Responsibility, Freedom, and the State: Toward an Aesthetics and Politics of Guilt in American Literature, 1929-1960
- Author(s): Haehn, Timothy Jeffrey
- Advisor(s): Kaufman, Eleanor K
- et al.
This dissertation proposes a fundamental reassessment of guilt in twentieth-century American literature. I claim that guilt ought to be understood not so much in relation to the Holocaust or the history of U.S. race relations as in relation to the state. In readings of Mary McCarthy, Richard Wright, J. D. Salinger, Arthur Miller, and Saul Bellow, as well as the early Superman comics and fiction and criticism that invoke Fyoder Dostoevsky's work, this project demonstrates how authors of fiction and popular culture mobilize feelings of responsibility and guilt to symbolize anxieties over the diminished role of the state as a vehicle for public relief. As the federal government jettisoned burdens that it had borne since the Depression, the writers in question depict various mechanisms employed by individuals to absorb state burdens and to compensate for the reduced availability of state-backed relief. With renewed emphasis on existential categories such as guilt, freedom, and anxiety, I trace tensions at the core of mid-twentieth-century narratives that situate them squarely within the problematics of antistatism.

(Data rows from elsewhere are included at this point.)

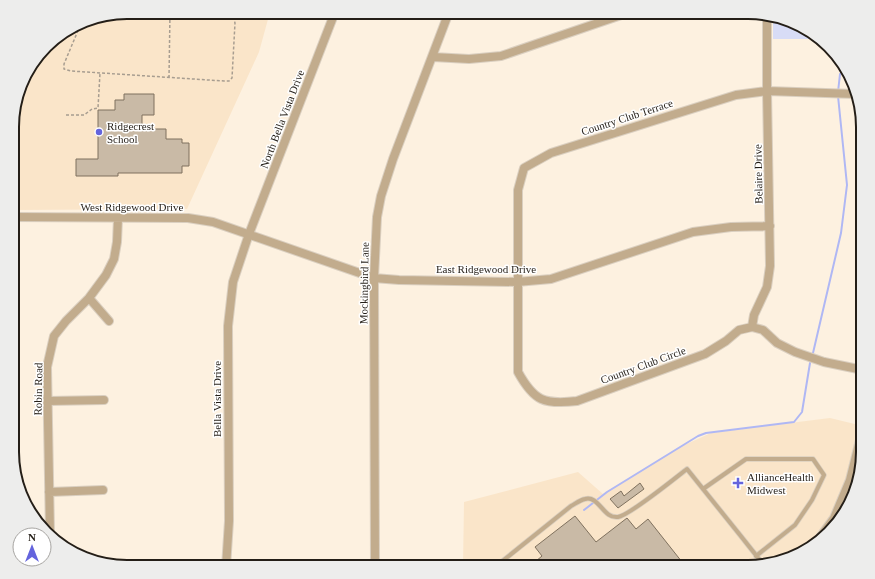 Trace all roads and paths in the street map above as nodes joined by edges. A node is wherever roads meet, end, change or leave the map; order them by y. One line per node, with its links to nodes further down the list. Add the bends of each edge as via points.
1 (170, 19): 10 (path)
2 (234, 19): 10 (path, via 235,37 230,80 224,82)
3 (332, 19): 17 (street, North Bella Vista Drive)
4 (447, 19): 8 (street, Mockingbird Lane)
5 (609, 19): 8 (street, via 501,56 470,59)
6 (767, 21): 11 (street, Belaire Drive)
7 (78, 31): 9 (path, via 64,69)
8 (433, 57): 18 (street, Mockingbird Lane, via 381,196 377,218)
9 (100, 73): 10 (path); 13 (path, via 98,108 84,115)
10 (169, 78)
11 (767, 92): 12 (street, Country Club Terrace); 16 (street, Belaire Drive); 19 (street, Country Club Terrace, via 736,94 551,153 524,168 518,190)
12 (850, 94)
13 (66, 115)
14 (19, 217): 15 (street, West Ridgewood Drive)
15 (118, 218): 17 (street, West Ridgewood Drive, via 188,218 213,222); 20 (street, Robin Road, via 114,259)
16 (770, 226): 19 (street, East Ridgewood Drive, via 731,227 693,232 551,279); 22 (street, Belaire Drive, via 767,287 754,315)
17 (249, 234): 18 (street, East Ridgewood Drive); 34 (street, Bella Vista Drive, via 233,282 228,326 229,520)
18 (374, 278): 19 (street, East Ridgewood Drive); 35 (street, Mockingbird Lane)
19 (517, 282): 22 (street, Country Club Circle, via 518,372 534,396 549,402 577,401 705,354 739,330)
20 (89, 298): 21 (street); 25 (street, Robin Road, via 54,336 47,367)
21 (109, 321)
22 (752, 327): 23 (street, via 763,330 777,343 795,352 824,362)
23 (856, 369)
24 (104, 400): 25 (street)
25 (48, 401): 29 (street, Robin Road)
26 (851, 482): 30 (street)
27 (703, 489): 32 (lane); 32 (lane, via 746,459 813,460 824,475 812,500 795,525); 36 (lane, via 687,469 630,512 619,517 613,517 593,500 584,498)
28 (103, 490): 29 (street)
29 (48, 492): 31 (street, Robin Road)
30 (835, 515)
31 (50, 527)
32 (756, 556): 33 (lane)
33 (759, 559)
34 (226, 560)
35 (375, 560)
36 (504, 560)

The figure of the statesman emerges in the late thirties and early forties as the main inheritor of state burdens. Mary McCarthy's The Company She Keeps (1943), Jerry Siegel and Joe Shuster's early Superman comics (1938-1942), and Richard Wright's "The Man Who Lived Underground" (1942) can be read, I suggest in Chapters One and Two, as extended ruminations on how statesmen conceive their function of rendering aid to others as increasingly oppressive in direct correlation with the curtailment of federal relief initiatives. Chapter Three pauses to consider a strain of writing that celebrated antistatist sentiments by invoking (and thereby misreading) Fyodor Dostoevsky as a proponent of the guilty conscience. The first attempt of its kind to chronicle Dostoevsky's influence on an array of prominent American intellectuals, this chapter utilizes my knowledge of Russian to expose a dimension of Dostoevsky's work that is far less antistatist than his readers have presumed. Chapters Four and Five look at Arthur Miller's Death of a Salesman and Saul Bellow's Seize the Day and conclude that the celebration of antistatism found in the previous chapter did not last for long. In excavating latent discontents from Miller's and Bellow's work, I reveal a critique of antistatism implicit in guilty musings from the fifties that has gone unnoticed due to abiding Cold War biases.